Material supplied: Begin
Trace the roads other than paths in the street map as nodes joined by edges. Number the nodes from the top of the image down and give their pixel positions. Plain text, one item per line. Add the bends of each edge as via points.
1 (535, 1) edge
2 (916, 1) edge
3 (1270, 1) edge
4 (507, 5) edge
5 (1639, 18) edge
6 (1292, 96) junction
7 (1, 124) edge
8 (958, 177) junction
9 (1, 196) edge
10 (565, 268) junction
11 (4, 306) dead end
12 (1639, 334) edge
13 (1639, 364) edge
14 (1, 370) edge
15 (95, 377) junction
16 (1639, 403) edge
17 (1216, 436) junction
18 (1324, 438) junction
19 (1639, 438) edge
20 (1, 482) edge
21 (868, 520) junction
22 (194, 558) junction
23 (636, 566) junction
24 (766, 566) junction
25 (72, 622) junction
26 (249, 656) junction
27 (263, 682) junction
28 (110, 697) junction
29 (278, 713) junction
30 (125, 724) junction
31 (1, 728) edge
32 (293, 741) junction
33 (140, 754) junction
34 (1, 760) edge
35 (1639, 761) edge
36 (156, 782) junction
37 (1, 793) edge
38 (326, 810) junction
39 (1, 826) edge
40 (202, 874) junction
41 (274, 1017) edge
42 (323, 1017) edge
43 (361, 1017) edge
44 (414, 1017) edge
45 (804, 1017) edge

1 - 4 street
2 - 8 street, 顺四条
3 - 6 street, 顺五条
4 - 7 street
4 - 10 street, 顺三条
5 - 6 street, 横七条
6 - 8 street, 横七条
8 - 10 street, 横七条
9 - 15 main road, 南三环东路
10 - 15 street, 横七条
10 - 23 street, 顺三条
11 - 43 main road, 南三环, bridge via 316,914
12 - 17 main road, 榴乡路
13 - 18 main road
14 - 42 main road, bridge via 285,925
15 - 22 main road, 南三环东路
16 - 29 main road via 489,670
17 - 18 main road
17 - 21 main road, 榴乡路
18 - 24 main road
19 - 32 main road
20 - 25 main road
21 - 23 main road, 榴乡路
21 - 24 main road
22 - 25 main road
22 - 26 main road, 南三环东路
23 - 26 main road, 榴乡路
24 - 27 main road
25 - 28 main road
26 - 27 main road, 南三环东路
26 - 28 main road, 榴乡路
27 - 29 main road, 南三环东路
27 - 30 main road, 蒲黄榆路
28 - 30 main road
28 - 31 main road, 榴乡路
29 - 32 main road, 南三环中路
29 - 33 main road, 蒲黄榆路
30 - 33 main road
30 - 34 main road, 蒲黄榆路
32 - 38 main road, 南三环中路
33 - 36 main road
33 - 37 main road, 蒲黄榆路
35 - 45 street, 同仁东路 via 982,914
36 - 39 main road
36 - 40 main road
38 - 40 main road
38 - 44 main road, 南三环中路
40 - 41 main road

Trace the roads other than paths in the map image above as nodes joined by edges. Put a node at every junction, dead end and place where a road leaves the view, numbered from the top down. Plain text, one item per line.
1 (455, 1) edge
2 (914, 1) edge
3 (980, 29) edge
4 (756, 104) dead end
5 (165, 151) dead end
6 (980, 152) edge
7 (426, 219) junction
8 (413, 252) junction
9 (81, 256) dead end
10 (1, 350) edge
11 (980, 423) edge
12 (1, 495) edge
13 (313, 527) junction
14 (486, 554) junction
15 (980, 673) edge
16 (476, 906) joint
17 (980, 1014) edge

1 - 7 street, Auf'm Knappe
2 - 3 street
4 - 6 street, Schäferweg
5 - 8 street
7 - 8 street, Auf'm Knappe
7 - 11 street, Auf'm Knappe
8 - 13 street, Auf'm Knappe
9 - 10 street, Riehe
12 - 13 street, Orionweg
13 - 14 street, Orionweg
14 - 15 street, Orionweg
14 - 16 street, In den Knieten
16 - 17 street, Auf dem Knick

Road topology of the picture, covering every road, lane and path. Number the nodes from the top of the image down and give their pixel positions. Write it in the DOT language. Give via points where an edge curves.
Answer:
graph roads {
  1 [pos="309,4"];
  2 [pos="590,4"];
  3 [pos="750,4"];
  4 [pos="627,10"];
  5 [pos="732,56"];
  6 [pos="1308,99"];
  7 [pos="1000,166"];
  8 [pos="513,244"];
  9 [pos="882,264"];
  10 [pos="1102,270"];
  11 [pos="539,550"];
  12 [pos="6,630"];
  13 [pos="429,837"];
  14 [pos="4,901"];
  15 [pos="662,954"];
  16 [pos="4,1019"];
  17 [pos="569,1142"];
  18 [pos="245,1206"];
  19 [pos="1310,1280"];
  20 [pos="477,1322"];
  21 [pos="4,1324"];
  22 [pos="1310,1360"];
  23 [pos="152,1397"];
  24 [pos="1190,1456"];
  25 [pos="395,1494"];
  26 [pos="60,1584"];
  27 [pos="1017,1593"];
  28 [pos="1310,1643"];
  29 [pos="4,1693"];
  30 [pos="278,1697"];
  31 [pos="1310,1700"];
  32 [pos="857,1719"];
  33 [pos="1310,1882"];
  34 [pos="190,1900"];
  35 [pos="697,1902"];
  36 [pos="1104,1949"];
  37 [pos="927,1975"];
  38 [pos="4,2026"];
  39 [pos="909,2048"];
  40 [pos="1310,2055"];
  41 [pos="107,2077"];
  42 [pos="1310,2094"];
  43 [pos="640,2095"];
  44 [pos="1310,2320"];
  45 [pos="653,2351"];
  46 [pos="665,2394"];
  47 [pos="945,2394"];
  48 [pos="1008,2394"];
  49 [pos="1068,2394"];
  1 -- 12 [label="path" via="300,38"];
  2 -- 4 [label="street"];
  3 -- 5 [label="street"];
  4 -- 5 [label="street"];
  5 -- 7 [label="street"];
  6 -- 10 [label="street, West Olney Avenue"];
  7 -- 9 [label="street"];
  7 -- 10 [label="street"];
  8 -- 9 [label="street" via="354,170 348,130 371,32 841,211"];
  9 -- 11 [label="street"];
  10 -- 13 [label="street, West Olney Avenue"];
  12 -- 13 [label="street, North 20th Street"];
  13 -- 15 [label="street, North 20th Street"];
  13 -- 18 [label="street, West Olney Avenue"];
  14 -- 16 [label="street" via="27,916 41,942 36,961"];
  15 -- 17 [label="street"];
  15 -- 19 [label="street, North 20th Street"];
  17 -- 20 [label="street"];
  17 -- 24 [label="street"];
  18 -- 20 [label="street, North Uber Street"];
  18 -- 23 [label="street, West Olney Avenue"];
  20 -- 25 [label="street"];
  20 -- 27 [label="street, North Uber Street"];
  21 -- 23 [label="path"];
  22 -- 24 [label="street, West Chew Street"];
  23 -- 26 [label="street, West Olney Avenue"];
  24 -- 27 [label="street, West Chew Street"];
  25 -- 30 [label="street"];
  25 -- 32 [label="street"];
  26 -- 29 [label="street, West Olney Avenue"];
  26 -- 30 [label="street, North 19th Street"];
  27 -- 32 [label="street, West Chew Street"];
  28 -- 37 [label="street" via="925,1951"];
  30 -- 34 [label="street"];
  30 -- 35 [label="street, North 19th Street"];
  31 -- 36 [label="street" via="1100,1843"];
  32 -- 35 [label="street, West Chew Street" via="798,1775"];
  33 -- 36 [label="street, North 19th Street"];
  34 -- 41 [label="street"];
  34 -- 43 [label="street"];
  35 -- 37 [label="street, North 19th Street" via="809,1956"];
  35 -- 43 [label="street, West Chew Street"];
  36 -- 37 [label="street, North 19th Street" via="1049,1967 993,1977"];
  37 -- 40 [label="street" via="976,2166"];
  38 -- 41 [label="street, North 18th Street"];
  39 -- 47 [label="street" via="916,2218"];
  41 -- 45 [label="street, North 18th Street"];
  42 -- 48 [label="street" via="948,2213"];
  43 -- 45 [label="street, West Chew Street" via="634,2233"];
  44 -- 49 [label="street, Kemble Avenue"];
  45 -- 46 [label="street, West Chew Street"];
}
Material supplied: End
* **What the exercise asks**:
Starting at the line above that contains "Trace the roads other than paths in the map", write out each line exactly until the line that contains "Road topology of" has been written, and stop there.

* **Answer to the problem**:
Trace the roads other than paths in the map image above as nodes joined by edges. Put a node at every junction, dead end and place where a road leaves the view, numbered from the top down. Plain text, one item per line.
1 (455, 1) edge
2 (914, 1) edge
3 (980, 29) edge
4 (756, 104) dead end
5 (165, 151) dead end
6 (980, 152) edge
7 (426, 219) junction
8 (413, 252) junction
9 (81, 256) dead end
10 (1, 350) edge
11 (980, 423) edge
12 (1, 495) edge
13 (313, 527) junction
14 (486, 554) junction
15 (980, 673) edge
16 (476, 906) joint
17 (980, 1014) edge

1 - 7 street, Auf'm Knappe
2 - 3 street
4 - 6 street, Schäferweg
5 - 8 street
7 - 8 street, Auf'm Knappe
7 - 11 street, Auf'm Knappe
8 - 13 street, Auf'm Knappe
9 - 10 street, Riehe
12 - 13 street, Orionweg
13 - 14 street, Orionweg
14 - 15 street, Orionweg
14 - 16 street, In den Knieten
16 - 17 street, Auf dem Knick

Road topology of the picture, covering every road, lane and path. Number the nodes from the top of the image down and give their pixel positions. Write it in the DOT language. Give via points where an edge curves.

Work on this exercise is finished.